Related: What Is Health Service Management? Definition and Career Guide

How do you become a health care assistant?

Follow these steps to find a health care assistant position:

1. Pass your N-Level or O-Level exams

If you're sitting for either exam, be sure to study for your math and English sections sufficiently, as vocational schools and job positions may value passes in these subjects. Learning the required concepts can also help you prepare for a certification course or another training opportunity, as they engage your critical thinking abilities. To enhance your study regime, consider meeting with teachers for additional tutoring or studying alongside other peers.

2. Reflect on your medical interests

To select coursework or a training track, it's important to determine which specialisation might intrigue you. For example, you may prefer to help a certain age population or work in a particular health care setting. It may be helpful to ask a trusted mentor to help you narrow your options. You can also connect with a working professional to discuss their working conditions, including their day-to-day responsibilities.

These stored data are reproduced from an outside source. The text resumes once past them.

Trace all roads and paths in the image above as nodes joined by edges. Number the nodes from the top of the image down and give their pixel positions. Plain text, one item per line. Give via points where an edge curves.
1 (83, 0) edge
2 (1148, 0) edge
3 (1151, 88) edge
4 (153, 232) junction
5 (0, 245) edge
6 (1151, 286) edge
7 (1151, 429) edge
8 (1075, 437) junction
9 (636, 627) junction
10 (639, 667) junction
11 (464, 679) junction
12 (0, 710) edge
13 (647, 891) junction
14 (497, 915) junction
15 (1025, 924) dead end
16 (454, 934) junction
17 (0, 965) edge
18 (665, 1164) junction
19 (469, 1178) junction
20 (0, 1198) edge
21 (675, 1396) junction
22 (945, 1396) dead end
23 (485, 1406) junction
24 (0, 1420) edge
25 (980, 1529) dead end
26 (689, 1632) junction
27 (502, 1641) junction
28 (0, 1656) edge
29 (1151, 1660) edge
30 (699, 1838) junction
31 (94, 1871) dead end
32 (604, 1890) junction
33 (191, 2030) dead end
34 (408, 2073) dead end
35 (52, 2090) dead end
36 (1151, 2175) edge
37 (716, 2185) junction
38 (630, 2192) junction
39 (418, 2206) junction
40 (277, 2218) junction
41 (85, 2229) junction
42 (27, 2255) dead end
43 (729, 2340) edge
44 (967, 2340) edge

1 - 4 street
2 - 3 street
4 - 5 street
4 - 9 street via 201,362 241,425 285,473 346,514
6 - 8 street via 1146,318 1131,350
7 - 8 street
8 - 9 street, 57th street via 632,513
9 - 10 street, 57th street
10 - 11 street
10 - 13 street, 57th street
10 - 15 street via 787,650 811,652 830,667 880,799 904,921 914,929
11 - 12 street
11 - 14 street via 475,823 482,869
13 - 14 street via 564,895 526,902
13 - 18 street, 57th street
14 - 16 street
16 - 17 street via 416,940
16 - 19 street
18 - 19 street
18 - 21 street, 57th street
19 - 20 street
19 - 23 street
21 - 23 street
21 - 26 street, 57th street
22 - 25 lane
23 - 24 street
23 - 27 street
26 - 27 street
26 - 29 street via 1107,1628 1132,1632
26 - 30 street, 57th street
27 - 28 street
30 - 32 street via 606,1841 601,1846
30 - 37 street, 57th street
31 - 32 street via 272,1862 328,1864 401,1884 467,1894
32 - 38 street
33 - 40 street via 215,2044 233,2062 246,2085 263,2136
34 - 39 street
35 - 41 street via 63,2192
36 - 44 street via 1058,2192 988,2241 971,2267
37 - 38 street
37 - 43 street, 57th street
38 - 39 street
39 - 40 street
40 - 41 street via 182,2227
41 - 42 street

3. Complete a certification course

Finish at least one certification course to enhance your qualifications for an HCA job position. It may be helpful to complete a general course in medical aid from either the ITE or SkillsFuture, as many hiring managers note basic certification as a preferred qualification in job descriptions. To select your options, reflect on how long you prefer to spend in a course and which format best supports your learning style.

4. Become a trainee

Some job positions require certain amount of experience as a health care assistant instead of other qualifications, so it may be helpful to complete a traineeship. These courses allow you to apply your medical knowledge and learn some critical hospital skills, including how to manage a database. Traineeships can also provide important networking opportunities for the future.

5. Search for an HCA position

Research online and through local job boards for available HCA positions. Be sure to prepare a high-quality resume so you can emphasise your skill sets and dedication to the field. It may be helpful to find opportunities that align with your capabilities to increase your chance of receiving an offer.

Related: CV Templates: How To Use Different Types for Successful Job Applications

What is the salary for a health care assistant?

The average salary of a health care assistant is $25,589 per year in Singapore according to Indeed Salaries. This number may change depending on your experience level and how many hours you work, including whether it's a contract, part-time or full-time position. As organisations may classify health care assistants differently, here are some more potential salary figures:

  • Care assistant: $25,512 per year

  • Home care worker: $27,781 per year

  • Support worker: $33,458 per year

  • Community care worker: $54,867 per year

Related: What Does a Home Carer Do? Key Responsibilities and Skills

Who might benefit from a career as a health care assistant?

Individuals with an interest in medical terminology and patient care might find fulfilment in this career. HCAs often have the opportunity to improve a patient's quality of life, particularly if they're in a long-term facility or require additional support. They also use their medical knowledge to assess optimal care options.

What is the work environment for a health care assistant?

The work environment for an HCA often changes depending on their type of workplace and responsibilities. For example, a full-time hospital position may be fast-paced and require longer hours, while a long-term facility may have more consistent scheduling options. Most HCAs work both weekdays and weekends, and some may work overnight. HCAs also conduct many physical tasks on a day-to-day basis, such as moving equipment, transporting patients or walking between different clinic locations frequently.

Salary figures reflect data listed on Indeed Salaries at time of writing. Salaries may vary depending on the hiring organisation and a candidate's experience, academic background and location.